Elton: Projetos, futuro, expansão da REDETV Sul. Temos aí uma idéia de quando iremos para o Paraná e o Rio Grande do Sul?

Sr. Roberto: Nós estamos com alguns projetos que já deveriam ter acontecido, mas ocorre o seguinte: nós temos que entender que Santa Catarina é um estado aberto a todos. Podemos comprovar isso vendo o caso do nosso concorrente, a RBSTV, que foi recebida no nosso estado de braços abertos. A TV Record, que hoje pertence a pessoas de outros estados, mas de qualquer forma são empreendedores e empresários que são muito bem-vindos e que engrandecem nosso mercado publicitário. Porém nem todos pensam assim, o Paraná não pensa assim. Nós estamos tendo dificuldades imensas desde a locação, a prefeitura, até a Anatel. Eles não aceitam quem vem de fora. Eu não tinha visto com a clareza que vejo hoje porque a RBS nunca entrou no Paraná. Existe uma barreira e agora descobri que não é só com eles. O Paraná cria obstáculos para todas as iniciativas de outros estados. As TV's do Paraná são só de paranaenses. Mas nós vamos chegar lá. Nós vamos continuar lutando pelo Paraná e numa segunda fase pelo Rio Grande do Sul.

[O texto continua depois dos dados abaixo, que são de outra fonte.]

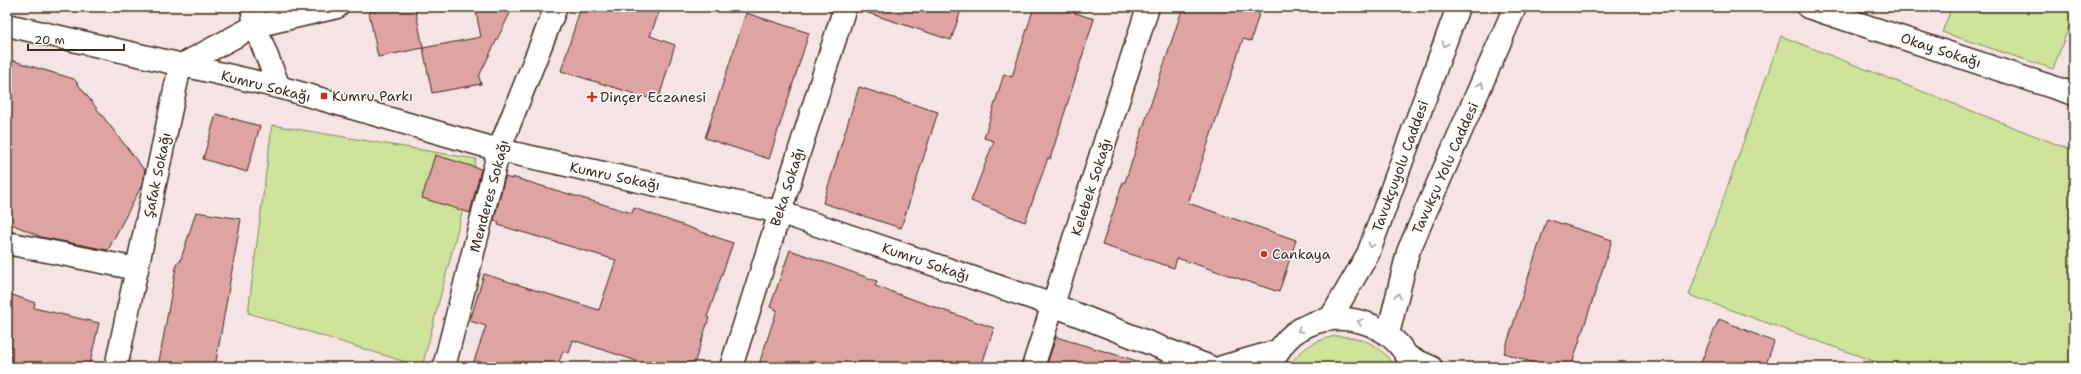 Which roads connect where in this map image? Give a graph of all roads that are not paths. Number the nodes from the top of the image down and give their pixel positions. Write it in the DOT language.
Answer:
graph roads {
  1 [pos="337,7"];
  2 [pos="556,7"];
  3 [pos="845,7"];
  4 [pos="1148,7"];
  5 [pos="1458,7"];
  6 [pos="1515,7"];
  7 [pos="1808,7"];
  8 [pos="253,17"];
  9 [pos="7,26"];
  10 [pos="180,66"];
  11 [pos="279,88"];
  12 [pos="2074,94"];
  13 [pos="499,150"];
  14 [pos="779,212"];
  15 [pos="7,243"];
  16 [pos="137,269"];
  17 [pos="1053,305"];
  18 [pos="1330,319"];
  19 [pos="1388,334"];
  20 [pos="1274,359"];
  21 [pos="1410,362"];
  22 [pos="116,367"];
  23 [pos="444,367"];
  24 [pos="731,367"];
  25 [pos="1033,367"];
  26 [pos="1210,367"];
  27 [pos="1222,367"];
  28 [pos="1431,367"];
  1 -- 8 [label="street"];
  2 -- 13 [label="street, Menderes Sokağı"];
  3 -- 14 [label="street, Beka Sokağı"];
  4 -- 17 [label="street, Kelebek Sokağı"];
  5 -- 18 [label="street, Tavukçuyolu Caddesi, one-way"];
  19 -- 6 [label="street, Tavukçu Yolu Caddesi, one-way"];
  7 -- 12 [label="street, Okay Sokağı"];
  8 -- 10 [label="street"];
  8 -- 11 [label="street"];
  9 -- 10 [label="street, Kumru Sokağı"];
  10 -- 11 [label="street, Kumru Sokağı"];
  10 -- 16 [label="street, Şafak Sokağı"];
  11 -- 13 [label="street, Kumru Sokağı"];
  13 -- 14 [label="street, Kumru Sokağı"];
  13 -- 23 [label="street, Menderes Sokağı"];
  14 -- 17 [label="street, Kumru Sokağı"];
  14 -- 24 [label="street, Beka Sokağı"];
  15 -- 16 [label="street"];
  16 -- 22 [label="street, Şafak Sokağı"];
  17 -- 25 [label="street, Kelebek Sokağı"];
  17 -- 26 [label="street, Kumru Sokağı"];
  19 -- 18 [label="street, one-way"];
  18 -- 20 [label="street, one-way"];
  19 -- 21 [label="street"];
  20 -- 27 [label="street"];
  21 -- 28 [label="street"];
} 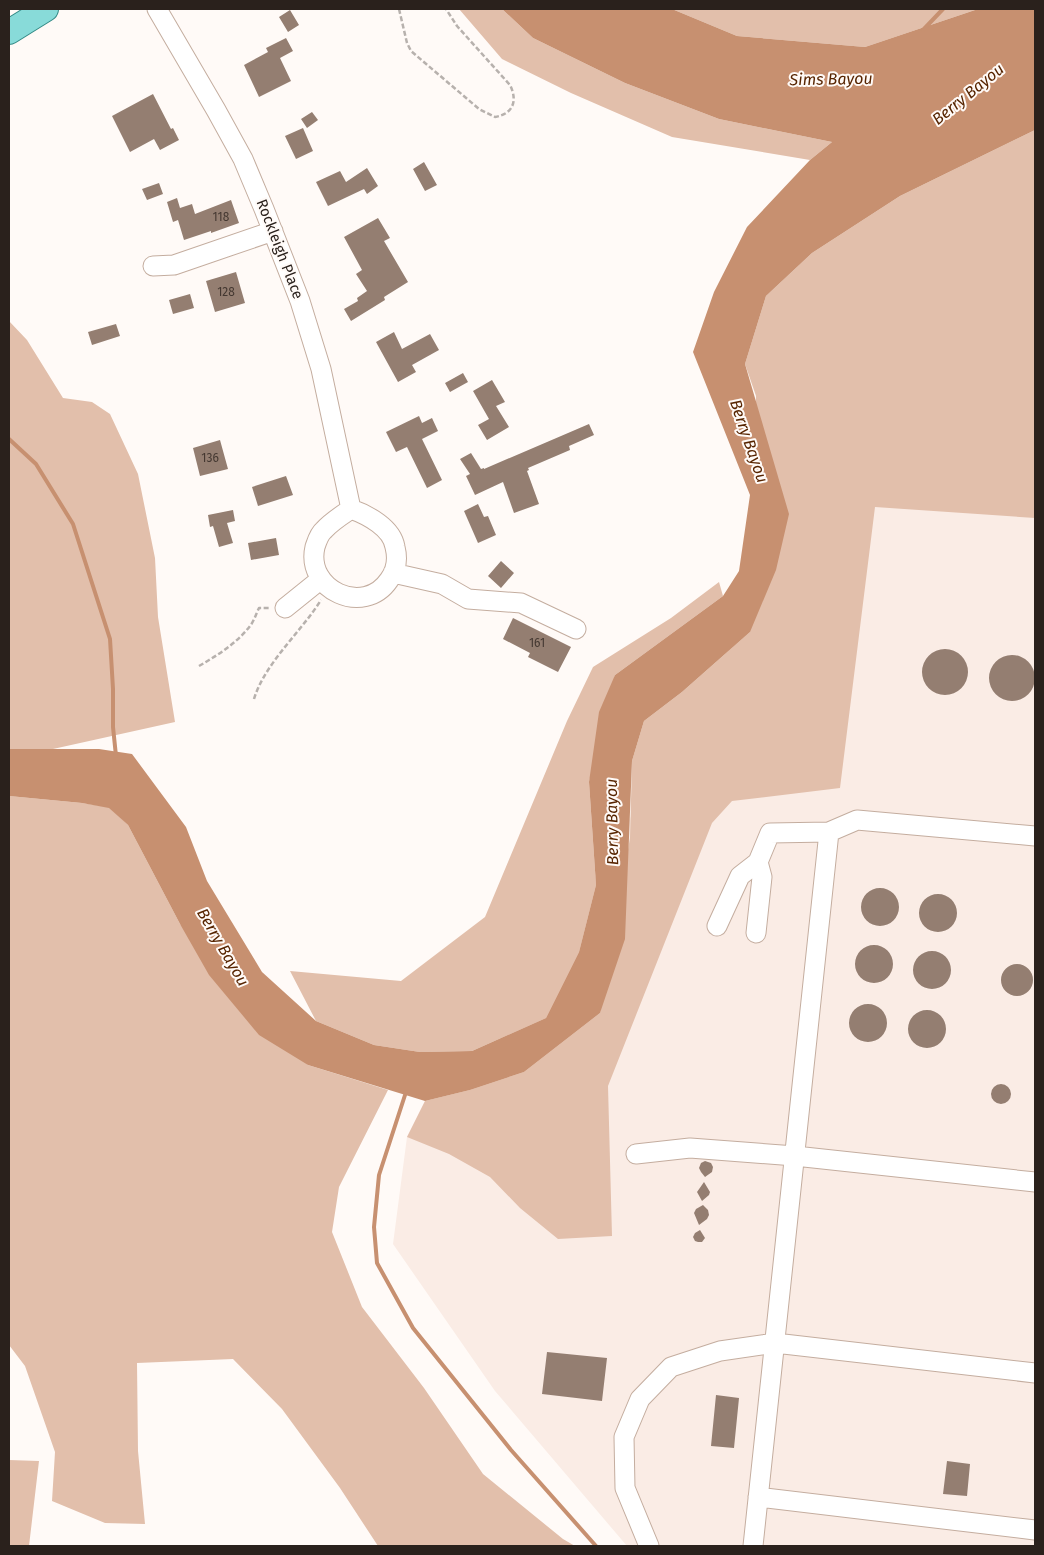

Elton: Eu quero lhe parabenizar pelo trabalho da REDETV Sul em todo o estado, pela repercussão, porque é assim que a gente acaba sabendo mais. Se existe repercussão é porque está acontecendo um bom trabalho e as pessoas se manifestam de uma forma positiva. E também quero agradecer a oportunidade que REDETV está proporcionando ao Tá na Mídia de expandir, de mostrar assuntos voltados à publicidade, ao marketing, às mídias. Existe muita coisa pra ser mostrada e graças a este espaço, podemos apresentá-las.

Sr. Roberto: Eu é quem quero cumprimentar a Equipe do Tá na Mídia, por ser um programa que mostra o nosso mercado, o nosso meio, e por ser uma iniciativa inédita. A publicidade é um assunto que as pessoas gostam de ver e opinar. Eu já conhecia o seu programa desde o tempo em que ele só passava na tv fechada (antes o programa era exibido apenas na TV Galega, um canal de TV a cabo da cidade de Blumenau/SC) e sei da dedicação de vocês. Quero parabenizá-los pela qualidade e competência com que vocês tratam os assuntos da publicidade no nosso estado.

(*) Os JASC, ou Jogos Abertos de Santa Catarina, é uma competição esportiva anual, que acontece há mais de quarenta anos, e que envolve todo o estado. São disputadas inúmeras modalidades e a competição ocorre entre municípios. Na edição de 2001 o município de Joinville foi o campeão.